===== RECORDS FOR THIS EXERCISE
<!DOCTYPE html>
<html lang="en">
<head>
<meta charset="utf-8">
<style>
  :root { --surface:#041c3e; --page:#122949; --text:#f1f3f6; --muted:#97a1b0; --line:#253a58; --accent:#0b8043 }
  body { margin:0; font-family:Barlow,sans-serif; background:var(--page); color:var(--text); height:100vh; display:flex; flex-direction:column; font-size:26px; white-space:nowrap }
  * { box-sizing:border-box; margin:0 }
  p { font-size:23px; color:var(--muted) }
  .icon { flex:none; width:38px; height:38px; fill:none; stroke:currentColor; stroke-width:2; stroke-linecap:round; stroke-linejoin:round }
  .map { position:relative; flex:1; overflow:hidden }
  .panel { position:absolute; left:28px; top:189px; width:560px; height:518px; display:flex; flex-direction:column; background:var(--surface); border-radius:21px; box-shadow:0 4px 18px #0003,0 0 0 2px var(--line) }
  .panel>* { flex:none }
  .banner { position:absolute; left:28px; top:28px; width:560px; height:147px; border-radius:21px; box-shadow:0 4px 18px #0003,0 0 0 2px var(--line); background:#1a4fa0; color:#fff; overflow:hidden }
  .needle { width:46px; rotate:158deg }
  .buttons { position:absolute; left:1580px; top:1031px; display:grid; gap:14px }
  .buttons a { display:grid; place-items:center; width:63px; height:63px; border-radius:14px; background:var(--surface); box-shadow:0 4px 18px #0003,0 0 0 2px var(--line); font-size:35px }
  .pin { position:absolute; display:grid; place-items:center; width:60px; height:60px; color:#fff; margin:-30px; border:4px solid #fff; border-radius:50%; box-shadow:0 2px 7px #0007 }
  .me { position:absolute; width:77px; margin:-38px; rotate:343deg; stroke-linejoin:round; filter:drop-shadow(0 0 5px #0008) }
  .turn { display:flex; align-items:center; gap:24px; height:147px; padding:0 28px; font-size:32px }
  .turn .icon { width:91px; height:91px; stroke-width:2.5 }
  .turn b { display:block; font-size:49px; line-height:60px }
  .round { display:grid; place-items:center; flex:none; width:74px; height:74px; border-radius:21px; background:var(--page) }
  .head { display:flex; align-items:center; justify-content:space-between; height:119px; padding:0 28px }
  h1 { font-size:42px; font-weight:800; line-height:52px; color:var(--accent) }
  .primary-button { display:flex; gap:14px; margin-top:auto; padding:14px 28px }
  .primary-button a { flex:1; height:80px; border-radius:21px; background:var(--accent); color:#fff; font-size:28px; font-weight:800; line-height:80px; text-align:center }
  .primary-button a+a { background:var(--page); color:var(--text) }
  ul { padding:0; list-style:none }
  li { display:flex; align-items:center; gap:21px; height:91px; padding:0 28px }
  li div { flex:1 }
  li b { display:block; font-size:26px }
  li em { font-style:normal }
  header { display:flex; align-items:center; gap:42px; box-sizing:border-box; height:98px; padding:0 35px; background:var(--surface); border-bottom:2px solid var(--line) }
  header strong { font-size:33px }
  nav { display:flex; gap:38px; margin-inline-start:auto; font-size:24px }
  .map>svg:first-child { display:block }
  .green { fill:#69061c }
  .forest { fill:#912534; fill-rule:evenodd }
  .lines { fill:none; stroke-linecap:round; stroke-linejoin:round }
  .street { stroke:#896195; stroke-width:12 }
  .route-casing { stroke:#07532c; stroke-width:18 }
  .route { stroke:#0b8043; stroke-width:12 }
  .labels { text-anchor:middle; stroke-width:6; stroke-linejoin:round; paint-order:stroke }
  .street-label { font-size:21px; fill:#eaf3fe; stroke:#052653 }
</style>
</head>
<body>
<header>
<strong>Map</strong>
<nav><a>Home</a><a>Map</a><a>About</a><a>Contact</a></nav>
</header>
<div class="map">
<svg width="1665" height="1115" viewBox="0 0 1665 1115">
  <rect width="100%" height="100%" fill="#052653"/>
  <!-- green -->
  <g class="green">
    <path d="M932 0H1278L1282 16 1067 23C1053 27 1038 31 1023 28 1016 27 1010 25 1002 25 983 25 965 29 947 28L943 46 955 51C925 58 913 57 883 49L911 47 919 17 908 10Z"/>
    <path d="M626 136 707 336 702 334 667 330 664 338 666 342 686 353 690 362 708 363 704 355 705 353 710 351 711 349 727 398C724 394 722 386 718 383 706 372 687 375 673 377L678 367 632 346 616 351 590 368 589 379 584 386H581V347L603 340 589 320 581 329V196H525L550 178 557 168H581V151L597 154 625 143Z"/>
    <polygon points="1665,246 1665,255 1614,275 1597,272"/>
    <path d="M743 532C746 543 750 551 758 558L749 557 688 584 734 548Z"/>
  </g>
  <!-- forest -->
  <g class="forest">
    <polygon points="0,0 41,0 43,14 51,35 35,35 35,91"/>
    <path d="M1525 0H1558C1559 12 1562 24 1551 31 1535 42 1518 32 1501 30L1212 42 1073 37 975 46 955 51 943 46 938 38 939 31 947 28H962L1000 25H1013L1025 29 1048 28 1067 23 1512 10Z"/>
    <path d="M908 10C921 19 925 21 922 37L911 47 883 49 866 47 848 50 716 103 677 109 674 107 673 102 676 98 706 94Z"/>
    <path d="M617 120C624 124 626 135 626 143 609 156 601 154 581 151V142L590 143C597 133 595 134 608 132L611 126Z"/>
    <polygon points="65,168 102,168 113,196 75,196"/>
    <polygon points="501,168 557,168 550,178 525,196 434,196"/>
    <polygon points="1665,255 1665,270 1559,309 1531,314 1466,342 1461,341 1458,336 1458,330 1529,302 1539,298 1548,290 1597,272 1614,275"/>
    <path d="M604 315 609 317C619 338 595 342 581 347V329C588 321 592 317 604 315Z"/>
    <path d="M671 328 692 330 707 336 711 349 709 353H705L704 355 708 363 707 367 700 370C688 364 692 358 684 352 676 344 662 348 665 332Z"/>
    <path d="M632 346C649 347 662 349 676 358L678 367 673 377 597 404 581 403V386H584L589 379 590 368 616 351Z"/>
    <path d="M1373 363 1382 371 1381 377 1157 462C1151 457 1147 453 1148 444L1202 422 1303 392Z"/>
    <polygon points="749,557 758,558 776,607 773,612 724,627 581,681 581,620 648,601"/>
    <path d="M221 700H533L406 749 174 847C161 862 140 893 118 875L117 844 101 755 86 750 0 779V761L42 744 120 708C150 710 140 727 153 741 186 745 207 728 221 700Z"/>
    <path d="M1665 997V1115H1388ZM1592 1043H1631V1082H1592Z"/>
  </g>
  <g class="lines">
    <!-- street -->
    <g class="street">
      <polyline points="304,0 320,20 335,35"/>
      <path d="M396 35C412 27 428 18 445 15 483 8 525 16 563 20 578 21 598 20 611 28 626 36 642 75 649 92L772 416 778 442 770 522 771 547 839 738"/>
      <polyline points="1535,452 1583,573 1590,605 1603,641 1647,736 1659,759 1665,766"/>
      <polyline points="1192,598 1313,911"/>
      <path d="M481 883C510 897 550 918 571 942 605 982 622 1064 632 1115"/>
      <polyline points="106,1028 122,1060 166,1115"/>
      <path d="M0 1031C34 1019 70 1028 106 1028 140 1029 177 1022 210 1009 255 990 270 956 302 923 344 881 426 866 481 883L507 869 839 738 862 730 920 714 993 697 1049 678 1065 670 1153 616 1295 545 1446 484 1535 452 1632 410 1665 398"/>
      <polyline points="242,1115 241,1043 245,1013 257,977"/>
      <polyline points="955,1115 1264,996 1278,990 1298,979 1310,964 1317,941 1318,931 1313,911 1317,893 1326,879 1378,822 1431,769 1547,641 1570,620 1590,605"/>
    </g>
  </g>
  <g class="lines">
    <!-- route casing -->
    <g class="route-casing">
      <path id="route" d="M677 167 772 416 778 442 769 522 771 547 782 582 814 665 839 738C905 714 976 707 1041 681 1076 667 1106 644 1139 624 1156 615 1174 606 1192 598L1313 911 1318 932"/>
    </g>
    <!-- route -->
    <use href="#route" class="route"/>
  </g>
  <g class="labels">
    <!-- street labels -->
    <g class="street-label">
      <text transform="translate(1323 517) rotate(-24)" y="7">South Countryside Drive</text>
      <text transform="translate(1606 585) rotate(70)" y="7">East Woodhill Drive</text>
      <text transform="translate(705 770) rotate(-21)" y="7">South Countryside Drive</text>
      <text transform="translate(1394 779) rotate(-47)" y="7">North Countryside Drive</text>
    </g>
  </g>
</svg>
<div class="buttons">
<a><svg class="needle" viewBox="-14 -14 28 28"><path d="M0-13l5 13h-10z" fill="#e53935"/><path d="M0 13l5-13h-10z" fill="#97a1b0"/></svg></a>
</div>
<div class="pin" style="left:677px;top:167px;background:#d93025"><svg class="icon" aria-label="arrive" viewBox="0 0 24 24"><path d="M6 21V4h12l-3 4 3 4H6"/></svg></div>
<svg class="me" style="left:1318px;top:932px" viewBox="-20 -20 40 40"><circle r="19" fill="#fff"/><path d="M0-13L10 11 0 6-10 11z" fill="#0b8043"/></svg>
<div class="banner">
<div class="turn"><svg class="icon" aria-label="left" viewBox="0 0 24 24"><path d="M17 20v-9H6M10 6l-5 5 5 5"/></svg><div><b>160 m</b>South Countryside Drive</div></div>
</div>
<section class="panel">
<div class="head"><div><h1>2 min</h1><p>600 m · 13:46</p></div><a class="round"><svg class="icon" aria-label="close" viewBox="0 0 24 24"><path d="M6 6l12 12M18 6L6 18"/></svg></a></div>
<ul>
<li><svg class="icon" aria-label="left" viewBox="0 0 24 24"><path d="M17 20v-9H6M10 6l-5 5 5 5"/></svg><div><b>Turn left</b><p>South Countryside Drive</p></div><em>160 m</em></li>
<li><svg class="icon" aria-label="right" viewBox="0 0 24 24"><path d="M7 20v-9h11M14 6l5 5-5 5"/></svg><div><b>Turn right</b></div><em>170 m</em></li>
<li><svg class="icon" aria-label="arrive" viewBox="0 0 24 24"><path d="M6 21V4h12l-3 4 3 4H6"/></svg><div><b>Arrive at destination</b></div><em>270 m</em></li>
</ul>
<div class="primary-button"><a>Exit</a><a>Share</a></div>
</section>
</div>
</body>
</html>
==========
■ TASK BRIEF ■
Select and copy each line from the data that includes the word "buttons".

■ WRITTEN RESPONSE ■
  .buttons { position:absolute; left:1580px; top:1031px; display:grid; gap:14px }
  .buttons a { display:grid; place-items:center; width:63px; height:63px; border-radius:14px; background:var(--surface); box-shadow:0 4px 18px #0003,0 0 0 2px var(--line); font-size:35px }
<div class="buttons">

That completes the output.